• DIRECTIONS FOR THIS TASK
Go through the data line by line. Copy each one holding the string "Answer".

:: DATA EXTRACTS

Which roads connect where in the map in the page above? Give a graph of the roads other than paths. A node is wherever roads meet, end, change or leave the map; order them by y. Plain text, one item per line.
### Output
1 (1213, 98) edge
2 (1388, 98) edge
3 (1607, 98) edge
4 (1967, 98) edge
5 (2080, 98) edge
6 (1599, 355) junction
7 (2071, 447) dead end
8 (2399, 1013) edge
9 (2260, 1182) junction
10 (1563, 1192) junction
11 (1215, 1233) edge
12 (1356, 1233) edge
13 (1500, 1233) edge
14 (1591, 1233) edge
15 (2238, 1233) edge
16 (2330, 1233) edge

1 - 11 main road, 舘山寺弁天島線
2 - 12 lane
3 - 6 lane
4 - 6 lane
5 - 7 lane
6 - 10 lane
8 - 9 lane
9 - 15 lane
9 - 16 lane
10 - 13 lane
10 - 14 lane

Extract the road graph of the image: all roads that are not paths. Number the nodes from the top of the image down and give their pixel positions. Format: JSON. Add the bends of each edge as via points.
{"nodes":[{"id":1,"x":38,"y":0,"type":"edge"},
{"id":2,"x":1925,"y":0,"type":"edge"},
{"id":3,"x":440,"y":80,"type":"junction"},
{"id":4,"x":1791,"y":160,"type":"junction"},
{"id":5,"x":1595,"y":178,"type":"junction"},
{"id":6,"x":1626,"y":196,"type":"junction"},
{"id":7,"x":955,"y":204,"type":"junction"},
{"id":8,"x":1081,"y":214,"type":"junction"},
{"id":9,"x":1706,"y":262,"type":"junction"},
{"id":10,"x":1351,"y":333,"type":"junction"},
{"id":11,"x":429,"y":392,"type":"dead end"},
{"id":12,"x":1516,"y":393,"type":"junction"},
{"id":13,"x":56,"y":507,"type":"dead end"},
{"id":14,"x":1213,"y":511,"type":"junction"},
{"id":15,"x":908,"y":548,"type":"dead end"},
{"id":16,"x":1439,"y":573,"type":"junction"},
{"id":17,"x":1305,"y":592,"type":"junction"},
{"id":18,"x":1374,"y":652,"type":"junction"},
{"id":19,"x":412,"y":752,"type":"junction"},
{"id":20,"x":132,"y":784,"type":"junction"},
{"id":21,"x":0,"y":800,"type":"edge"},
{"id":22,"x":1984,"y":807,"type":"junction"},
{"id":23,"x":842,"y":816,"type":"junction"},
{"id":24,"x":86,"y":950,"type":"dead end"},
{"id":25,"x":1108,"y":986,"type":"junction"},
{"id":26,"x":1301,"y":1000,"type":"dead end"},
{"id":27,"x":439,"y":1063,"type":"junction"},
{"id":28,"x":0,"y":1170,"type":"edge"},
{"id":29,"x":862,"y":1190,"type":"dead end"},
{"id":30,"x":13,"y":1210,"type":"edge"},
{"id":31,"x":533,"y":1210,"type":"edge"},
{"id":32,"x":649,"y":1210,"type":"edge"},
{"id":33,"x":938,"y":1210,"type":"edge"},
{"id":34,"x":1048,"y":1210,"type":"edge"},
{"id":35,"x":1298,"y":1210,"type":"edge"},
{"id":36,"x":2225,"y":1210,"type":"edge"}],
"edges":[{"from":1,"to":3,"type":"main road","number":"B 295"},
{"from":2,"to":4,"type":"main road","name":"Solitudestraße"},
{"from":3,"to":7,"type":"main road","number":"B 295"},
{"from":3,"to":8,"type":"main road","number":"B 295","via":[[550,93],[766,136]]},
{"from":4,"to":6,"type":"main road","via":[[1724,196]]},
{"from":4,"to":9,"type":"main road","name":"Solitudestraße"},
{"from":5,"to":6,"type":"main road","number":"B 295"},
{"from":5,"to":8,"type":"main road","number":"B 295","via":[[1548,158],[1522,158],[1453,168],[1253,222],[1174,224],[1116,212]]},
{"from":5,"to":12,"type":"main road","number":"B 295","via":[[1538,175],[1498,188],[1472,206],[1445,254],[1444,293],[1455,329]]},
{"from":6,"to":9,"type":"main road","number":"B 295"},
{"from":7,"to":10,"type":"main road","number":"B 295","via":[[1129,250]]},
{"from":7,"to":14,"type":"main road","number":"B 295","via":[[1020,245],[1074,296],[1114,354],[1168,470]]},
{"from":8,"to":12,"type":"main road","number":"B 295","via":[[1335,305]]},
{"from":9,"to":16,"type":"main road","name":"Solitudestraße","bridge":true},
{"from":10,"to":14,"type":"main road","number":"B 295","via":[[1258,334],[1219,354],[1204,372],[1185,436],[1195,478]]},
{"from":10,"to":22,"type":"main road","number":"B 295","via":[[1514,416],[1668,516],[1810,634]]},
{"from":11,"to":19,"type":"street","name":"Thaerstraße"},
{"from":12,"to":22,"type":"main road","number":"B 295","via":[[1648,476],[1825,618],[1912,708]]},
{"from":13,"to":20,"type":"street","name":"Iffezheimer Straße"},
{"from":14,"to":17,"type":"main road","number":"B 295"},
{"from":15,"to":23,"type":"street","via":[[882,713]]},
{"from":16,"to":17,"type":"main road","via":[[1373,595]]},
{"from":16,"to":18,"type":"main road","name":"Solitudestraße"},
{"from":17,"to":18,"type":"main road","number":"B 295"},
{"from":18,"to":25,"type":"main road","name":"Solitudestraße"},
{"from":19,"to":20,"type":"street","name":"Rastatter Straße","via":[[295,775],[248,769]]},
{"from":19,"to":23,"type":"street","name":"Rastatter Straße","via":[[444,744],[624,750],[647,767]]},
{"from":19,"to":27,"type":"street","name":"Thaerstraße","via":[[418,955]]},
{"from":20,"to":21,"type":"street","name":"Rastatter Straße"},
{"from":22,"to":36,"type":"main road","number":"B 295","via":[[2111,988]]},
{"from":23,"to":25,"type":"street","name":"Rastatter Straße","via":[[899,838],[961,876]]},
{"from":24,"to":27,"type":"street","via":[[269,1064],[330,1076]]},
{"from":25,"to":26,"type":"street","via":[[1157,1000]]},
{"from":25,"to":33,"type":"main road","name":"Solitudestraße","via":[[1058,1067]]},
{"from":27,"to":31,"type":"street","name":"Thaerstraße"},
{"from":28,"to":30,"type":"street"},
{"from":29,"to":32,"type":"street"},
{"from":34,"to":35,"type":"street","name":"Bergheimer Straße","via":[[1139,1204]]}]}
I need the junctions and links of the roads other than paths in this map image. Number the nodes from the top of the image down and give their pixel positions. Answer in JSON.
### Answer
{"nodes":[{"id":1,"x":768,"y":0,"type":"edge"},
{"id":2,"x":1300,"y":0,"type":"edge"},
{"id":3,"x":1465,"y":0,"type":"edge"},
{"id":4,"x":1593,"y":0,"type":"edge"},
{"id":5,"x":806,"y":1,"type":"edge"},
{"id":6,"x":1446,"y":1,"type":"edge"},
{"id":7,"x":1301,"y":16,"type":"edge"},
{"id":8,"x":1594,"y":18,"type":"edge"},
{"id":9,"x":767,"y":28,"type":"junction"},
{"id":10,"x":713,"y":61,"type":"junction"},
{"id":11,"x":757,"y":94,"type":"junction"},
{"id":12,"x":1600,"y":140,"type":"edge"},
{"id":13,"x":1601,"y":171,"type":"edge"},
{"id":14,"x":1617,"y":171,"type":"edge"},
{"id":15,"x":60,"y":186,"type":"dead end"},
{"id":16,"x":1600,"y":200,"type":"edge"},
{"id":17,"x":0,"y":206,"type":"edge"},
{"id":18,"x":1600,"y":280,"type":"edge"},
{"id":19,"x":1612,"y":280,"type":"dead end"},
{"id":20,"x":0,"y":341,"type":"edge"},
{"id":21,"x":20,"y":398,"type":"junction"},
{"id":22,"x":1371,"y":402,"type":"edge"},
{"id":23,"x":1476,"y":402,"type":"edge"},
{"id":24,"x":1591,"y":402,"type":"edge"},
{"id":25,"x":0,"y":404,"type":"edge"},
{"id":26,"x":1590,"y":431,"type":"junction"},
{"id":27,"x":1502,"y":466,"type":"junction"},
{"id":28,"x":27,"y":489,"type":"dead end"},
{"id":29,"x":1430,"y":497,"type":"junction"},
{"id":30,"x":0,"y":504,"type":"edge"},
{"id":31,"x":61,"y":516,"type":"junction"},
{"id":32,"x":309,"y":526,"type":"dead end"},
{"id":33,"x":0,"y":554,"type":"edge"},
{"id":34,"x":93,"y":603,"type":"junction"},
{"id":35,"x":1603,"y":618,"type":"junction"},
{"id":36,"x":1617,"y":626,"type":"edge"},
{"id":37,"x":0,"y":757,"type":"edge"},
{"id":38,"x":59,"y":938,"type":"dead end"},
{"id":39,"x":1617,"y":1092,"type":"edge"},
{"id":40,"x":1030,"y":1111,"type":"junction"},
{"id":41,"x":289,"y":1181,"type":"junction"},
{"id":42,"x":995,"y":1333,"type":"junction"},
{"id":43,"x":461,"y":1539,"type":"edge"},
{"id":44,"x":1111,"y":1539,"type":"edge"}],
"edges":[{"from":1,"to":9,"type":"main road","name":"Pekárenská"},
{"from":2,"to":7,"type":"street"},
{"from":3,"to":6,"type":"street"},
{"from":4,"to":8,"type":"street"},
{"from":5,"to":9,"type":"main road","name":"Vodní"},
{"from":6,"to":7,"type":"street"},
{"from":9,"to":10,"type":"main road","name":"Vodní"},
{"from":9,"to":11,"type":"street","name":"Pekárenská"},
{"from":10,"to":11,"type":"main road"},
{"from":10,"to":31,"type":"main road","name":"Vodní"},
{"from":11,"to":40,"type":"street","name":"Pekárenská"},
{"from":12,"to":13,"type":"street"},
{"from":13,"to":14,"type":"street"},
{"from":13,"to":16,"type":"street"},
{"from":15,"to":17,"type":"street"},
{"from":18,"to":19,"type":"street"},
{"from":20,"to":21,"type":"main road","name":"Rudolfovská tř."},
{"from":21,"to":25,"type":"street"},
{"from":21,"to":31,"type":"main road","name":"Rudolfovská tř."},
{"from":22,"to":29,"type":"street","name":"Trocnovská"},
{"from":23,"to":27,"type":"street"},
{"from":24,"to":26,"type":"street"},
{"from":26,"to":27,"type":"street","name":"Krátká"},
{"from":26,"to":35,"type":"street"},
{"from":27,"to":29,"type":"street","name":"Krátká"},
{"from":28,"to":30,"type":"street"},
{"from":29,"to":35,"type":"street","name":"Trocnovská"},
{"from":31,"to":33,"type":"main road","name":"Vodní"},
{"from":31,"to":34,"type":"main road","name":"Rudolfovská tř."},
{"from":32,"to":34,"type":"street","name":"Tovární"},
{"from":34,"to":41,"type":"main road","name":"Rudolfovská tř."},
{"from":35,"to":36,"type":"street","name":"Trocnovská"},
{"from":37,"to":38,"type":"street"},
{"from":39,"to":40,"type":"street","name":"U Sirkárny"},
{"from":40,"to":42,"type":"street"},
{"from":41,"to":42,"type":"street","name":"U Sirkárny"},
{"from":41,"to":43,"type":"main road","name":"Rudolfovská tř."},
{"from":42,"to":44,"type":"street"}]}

::::

• WORKED SOLUTION
I need the junctions and links of the roads other than paths in this map image. Number the nodes from the top of the image down and give their pixel positions. Answer in JSON.
### Answer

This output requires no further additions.